Dataset entries
————————
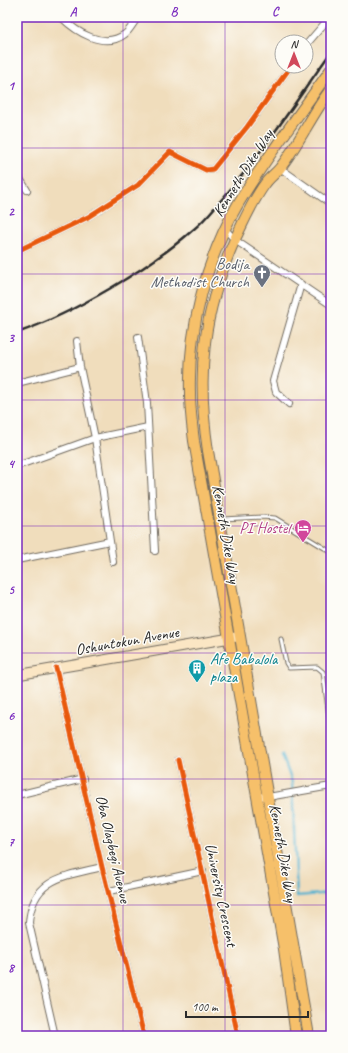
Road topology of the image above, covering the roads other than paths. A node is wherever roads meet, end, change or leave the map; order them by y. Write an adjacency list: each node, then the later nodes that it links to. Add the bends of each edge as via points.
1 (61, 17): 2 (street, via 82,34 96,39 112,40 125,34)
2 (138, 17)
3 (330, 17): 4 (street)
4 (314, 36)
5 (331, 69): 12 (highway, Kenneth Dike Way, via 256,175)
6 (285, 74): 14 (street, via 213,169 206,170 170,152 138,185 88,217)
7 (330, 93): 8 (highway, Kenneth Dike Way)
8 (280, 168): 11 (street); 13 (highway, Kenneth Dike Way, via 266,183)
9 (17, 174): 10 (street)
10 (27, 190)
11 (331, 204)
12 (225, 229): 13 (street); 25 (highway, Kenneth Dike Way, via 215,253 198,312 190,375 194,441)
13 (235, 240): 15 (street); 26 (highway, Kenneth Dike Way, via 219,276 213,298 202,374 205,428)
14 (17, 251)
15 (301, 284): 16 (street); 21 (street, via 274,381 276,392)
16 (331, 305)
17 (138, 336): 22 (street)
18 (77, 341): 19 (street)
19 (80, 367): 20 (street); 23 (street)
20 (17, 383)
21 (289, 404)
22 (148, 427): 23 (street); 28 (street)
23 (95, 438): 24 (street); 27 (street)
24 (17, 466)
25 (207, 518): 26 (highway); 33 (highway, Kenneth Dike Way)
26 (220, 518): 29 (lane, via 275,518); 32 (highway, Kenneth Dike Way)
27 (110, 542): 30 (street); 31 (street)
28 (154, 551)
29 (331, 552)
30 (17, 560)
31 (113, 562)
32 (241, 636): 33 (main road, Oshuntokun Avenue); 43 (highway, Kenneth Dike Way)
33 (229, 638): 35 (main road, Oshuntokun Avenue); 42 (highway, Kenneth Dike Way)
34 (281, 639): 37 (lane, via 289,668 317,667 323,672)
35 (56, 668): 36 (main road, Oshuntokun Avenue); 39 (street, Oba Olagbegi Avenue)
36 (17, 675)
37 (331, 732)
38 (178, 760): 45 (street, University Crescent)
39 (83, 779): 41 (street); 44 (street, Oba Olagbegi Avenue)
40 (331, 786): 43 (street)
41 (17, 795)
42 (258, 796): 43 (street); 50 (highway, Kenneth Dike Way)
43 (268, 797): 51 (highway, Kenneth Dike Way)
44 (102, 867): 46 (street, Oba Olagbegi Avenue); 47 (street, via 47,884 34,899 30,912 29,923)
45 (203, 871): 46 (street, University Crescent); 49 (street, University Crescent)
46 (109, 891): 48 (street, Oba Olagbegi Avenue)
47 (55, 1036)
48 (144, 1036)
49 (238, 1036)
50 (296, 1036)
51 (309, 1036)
————————
* [PROBLEM TO SOLVE] Repeat the records above verbatim, with no pictures in the result.

* [TASK ANSWER]
Road topology of the image above, covering the roads other than paths. A node is wherever roads meet, end, change or leave the map; order them by y. Write an adjacency list: each node, then the later nodes that it links to. Add the bends of each edge as via points.
1 (61, 17): 2 (street, via 82,34 96,39 112,40 125,34)
2 (138, 17)
3 (330, 17): 4 (street)
4 (314, 36)
5 (331, 69): 12 (highway, Kenneth Dike Way, via 256,175)
6 (285, 74): 14 (street, via 213,169 206,170 170,152 138,185 88,217)
7 (330, 93): 8 (highway, Kenneth Dike Way)
8 (280, 168): 11 (street); 13 (highway, Kenneth Dike Way, via 266,183)
9 (17, 174): 10 (street)
10 (27, 190)
11 (331, 204)
12 (225, 229): 13 (street); 25 (highway, Kenneth Dike Way, via 215,253 198,312 190,375 194,441)
13 (235, 240): 15 (street); 26 (highway, Kenneth Dike Way, via 219,276 213,298 202,374 205,428)
14 (17, 251)
15 (301, 284): 16 (street); 21 (street, via 274,381 276,392)
16 (331, 305)
17 (138, 336): 22 (street)
18 (77, 341): 19 (street)
19 (80, 367): 20 (street); 23 (street)
20 (17, 383)
21 (289, 404)
22 (148, 427): 23 (street); 28 (street)
23 (95, 438): 24 (street); 27 (street)
24 (17, 466)
25 (207, 518): 26 (highway); 33 (highway, Kenneth Dike Way)
26 (220, 518): 29 (lane, via 275,518); 32 (highway, Kenneth Dike Way)
27 (110, 542): 30 (street); 31 (street)
28 (154, 551)
29 (331, 552)
30 (17, 560)
31 (113, 562)
32 (241, 636): 33 (main road, Oshuntokun Avenue); 43 (highway, Kenneth Dike Way)
33 (229, 638): 35 (main road, Oshuntokun Avenue); 42 (highway, Kenneth Dike Way)
34 (281, 639): 37 (lane, via 289,668 317,667 323,672)
35 (56, 668): 36 (main road, Oshuntokun Avenue); 39 (street, Oba Olagbegi Avenue)
36 (17, 675)
37 (331, 732)
38 (178, 760): 45 (street, University Crescent)
39 (83, 779): 41 (street); 44 (street, Oba Olagbegi Avenue)
40 (331, 786): 43 (street)
41 (17, 795)
42 (258, 796): 43 (street); 50 (highway, Kenneth Dike Way)
43 (268, 797): 51 (highway, Kenneth Dike Way)
44 (102, 867): 46 (street, Oba Olagbegi Avenue); 47 (street, via 47,884 34,899 30,912 29,923)
45 (203, 871): 46 (street, University Crescent); 49 (street, University Crescent)
46 (109, 891): 48 (street, Oba Olagbegi Avenue)
47 (55, 1036)
48 (144, 1036)
49 (238, 1036)
50 (296, 1036)
51 (309, 1036)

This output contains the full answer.